*Your assignment:*
Each line that includes "roads" must be copied from the records.

*The input:*
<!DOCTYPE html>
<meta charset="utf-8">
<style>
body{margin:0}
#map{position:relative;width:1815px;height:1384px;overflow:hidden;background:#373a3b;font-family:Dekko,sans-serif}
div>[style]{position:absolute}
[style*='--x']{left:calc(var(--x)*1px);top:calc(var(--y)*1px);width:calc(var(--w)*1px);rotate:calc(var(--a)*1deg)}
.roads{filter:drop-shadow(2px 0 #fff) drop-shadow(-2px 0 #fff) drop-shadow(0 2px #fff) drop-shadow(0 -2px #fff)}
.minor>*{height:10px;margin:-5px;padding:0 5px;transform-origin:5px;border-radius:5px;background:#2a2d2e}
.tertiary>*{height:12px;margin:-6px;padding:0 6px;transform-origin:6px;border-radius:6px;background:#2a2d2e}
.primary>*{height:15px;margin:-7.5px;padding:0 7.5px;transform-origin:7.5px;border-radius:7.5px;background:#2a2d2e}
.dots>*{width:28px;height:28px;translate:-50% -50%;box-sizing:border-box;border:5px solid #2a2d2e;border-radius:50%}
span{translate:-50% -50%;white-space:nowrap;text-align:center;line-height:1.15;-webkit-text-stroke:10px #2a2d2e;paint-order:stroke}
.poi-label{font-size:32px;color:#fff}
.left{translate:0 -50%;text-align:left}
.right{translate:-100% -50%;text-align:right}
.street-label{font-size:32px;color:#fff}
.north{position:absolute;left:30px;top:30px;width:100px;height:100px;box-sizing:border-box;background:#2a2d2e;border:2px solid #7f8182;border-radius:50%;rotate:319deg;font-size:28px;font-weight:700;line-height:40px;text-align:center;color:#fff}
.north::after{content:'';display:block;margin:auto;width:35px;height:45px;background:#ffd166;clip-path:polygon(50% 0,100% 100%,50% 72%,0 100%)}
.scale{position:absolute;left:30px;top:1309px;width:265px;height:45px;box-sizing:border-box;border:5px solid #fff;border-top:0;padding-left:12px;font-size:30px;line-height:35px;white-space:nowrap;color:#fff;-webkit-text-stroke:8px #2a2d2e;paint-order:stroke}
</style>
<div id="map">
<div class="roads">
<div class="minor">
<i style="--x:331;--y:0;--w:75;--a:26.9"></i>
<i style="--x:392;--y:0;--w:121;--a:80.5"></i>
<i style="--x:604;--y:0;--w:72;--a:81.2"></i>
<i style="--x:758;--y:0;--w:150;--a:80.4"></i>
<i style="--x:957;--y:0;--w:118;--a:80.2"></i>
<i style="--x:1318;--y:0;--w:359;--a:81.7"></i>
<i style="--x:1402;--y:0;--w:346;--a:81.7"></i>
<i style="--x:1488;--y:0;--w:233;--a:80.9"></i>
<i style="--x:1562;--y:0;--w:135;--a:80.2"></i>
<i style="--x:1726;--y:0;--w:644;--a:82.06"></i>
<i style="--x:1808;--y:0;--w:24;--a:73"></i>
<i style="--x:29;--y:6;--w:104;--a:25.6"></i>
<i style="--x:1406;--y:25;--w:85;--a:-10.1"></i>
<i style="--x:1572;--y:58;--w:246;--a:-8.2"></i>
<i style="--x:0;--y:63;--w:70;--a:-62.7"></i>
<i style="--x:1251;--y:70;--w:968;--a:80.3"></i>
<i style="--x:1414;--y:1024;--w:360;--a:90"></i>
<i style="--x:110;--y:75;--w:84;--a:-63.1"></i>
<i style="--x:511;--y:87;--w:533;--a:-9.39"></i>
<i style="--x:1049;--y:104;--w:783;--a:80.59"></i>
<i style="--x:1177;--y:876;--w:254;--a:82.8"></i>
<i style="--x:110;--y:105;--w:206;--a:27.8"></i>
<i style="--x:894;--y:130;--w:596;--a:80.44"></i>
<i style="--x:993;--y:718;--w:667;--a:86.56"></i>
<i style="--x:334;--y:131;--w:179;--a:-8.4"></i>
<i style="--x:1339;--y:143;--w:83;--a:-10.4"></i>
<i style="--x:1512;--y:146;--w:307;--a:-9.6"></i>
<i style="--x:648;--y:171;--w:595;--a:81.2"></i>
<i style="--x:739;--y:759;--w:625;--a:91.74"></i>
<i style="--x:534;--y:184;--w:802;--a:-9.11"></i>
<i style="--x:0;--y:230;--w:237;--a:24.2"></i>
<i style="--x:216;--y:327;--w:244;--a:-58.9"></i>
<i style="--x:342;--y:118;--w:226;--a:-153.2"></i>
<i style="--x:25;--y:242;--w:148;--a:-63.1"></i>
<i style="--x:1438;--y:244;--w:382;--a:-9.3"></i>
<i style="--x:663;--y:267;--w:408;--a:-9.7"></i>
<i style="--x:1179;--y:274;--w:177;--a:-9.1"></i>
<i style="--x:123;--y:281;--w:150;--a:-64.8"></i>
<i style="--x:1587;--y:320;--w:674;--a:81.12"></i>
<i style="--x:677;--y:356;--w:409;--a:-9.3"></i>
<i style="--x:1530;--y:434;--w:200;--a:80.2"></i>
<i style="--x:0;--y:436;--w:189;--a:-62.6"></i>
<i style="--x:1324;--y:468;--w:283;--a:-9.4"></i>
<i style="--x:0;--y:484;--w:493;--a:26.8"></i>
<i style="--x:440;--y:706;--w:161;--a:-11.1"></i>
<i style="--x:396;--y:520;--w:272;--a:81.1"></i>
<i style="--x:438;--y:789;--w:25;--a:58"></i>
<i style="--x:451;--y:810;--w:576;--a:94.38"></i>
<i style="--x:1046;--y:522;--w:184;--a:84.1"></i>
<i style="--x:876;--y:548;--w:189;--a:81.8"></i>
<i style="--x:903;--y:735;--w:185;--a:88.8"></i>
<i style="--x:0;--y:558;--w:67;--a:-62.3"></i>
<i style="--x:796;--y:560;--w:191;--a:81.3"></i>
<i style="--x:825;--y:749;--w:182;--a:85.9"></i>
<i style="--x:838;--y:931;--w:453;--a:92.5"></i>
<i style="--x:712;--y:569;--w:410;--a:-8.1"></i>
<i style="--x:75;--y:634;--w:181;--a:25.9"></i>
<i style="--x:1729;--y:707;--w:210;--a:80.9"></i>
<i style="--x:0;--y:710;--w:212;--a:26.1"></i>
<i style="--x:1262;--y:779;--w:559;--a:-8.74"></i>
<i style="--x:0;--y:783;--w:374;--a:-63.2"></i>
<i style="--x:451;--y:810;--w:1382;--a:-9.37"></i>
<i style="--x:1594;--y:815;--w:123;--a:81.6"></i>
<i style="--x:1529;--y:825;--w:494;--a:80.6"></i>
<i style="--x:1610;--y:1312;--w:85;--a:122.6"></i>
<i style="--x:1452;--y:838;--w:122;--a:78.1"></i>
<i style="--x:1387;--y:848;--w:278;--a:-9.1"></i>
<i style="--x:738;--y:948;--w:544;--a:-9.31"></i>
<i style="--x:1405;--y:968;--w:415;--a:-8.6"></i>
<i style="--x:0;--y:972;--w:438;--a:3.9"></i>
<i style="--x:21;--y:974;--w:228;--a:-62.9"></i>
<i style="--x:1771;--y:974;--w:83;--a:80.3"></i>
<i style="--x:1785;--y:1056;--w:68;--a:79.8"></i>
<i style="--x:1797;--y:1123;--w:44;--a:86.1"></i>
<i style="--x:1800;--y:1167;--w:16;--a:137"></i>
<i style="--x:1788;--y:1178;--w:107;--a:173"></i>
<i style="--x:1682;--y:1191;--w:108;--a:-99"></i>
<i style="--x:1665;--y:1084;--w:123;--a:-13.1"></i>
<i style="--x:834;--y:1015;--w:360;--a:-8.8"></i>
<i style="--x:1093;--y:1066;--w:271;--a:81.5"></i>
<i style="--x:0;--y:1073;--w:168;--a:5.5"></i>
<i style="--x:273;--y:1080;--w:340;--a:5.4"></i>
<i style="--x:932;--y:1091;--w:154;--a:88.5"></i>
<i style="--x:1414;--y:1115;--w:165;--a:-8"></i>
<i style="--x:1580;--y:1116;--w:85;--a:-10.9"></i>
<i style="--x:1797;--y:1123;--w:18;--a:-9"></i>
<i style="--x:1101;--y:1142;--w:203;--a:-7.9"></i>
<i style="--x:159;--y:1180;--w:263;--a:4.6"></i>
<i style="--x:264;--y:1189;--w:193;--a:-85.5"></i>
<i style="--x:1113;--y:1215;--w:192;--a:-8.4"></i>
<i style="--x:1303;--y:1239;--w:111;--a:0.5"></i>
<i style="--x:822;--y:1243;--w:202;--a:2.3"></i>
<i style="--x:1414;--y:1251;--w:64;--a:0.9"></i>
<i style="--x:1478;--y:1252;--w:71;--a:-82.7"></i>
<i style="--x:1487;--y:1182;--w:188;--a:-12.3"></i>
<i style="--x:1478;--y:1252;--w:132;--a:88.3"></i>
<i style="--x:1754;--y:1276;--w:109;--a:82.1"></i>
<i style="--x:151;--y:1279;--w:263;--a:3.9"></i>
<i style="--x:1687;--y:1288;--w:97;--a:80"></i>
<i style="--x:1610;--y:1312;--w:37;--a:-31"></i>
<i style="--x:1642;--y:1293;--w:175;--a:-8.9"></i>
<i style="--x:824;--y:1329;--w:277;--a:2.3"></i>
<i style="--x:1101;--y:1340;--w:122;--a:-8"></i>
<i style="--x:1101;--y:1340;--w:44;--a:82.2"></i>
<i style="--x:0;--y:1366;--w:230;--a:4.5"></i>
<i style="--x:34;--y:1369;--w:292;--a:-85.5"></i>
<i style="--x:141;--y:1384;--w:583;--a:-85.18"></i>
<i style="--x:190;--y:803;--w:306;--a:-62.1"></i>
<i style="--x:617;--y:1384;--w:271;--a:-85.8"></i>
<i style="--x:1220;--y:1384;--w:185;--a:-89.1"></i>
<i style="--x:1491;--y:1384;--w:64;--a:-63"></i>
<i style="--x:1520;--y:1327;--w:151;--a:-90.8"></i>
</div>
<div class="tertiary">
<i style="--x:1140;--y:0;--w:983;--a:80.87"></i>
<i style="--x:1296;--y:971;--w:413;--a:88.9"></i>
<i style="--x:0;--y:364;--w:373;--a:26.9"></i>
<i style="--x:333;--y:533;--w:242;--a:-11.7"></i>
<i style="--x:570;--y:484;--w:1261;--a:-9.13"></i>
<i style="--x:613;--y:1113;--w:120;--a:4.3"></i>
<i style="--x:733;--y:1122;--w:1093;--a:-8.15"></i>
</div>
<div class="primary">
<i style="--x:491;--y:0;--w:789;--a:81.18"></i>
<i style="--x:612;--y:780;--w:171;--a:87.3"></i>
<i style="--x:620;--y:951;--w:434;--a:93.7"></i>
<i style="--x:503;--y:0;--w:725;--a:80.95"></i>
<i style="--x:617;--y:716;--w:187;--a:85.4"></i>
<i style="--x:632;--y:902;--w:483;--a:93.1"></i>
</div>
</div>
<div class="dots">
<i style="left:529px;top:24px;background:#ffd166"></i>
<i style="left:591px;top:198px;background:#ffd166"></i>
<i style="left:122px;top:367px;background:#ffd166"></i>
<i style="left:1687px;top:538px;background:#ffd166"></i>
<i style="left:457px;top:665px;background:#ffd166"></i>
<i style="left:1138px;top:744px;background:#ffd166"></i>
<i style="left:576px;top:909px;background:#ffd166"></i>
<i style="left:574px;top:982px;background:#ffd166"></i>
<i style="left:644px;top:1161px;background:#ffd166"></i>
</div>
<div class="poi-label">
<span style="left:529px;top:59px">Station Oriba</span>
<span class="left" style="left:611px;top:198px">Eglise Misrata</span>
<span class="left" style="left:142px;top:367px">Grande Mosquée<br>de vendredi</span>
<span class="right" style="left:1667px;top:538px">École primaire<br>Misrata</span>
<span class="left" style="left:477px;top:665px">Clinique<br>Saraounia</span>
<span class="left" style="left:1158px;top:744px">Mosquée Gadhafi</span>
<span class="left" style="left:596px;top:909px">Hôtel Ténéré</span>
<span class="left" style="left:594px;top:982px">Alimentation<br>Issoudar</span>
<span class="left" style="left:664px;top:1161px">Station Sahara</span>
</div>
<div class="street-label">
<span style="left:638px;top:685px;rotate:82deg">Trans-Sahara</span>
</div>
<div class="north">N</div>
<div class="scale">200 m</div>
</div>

*Answer space:*
.roads{filter:drop-shadow(2px 0 #fff) drop-shadow(-2px 0 #fff) drop-shadow(0 2px #fff) drop-shadow(0 -2px #fff)}
<div class="roads">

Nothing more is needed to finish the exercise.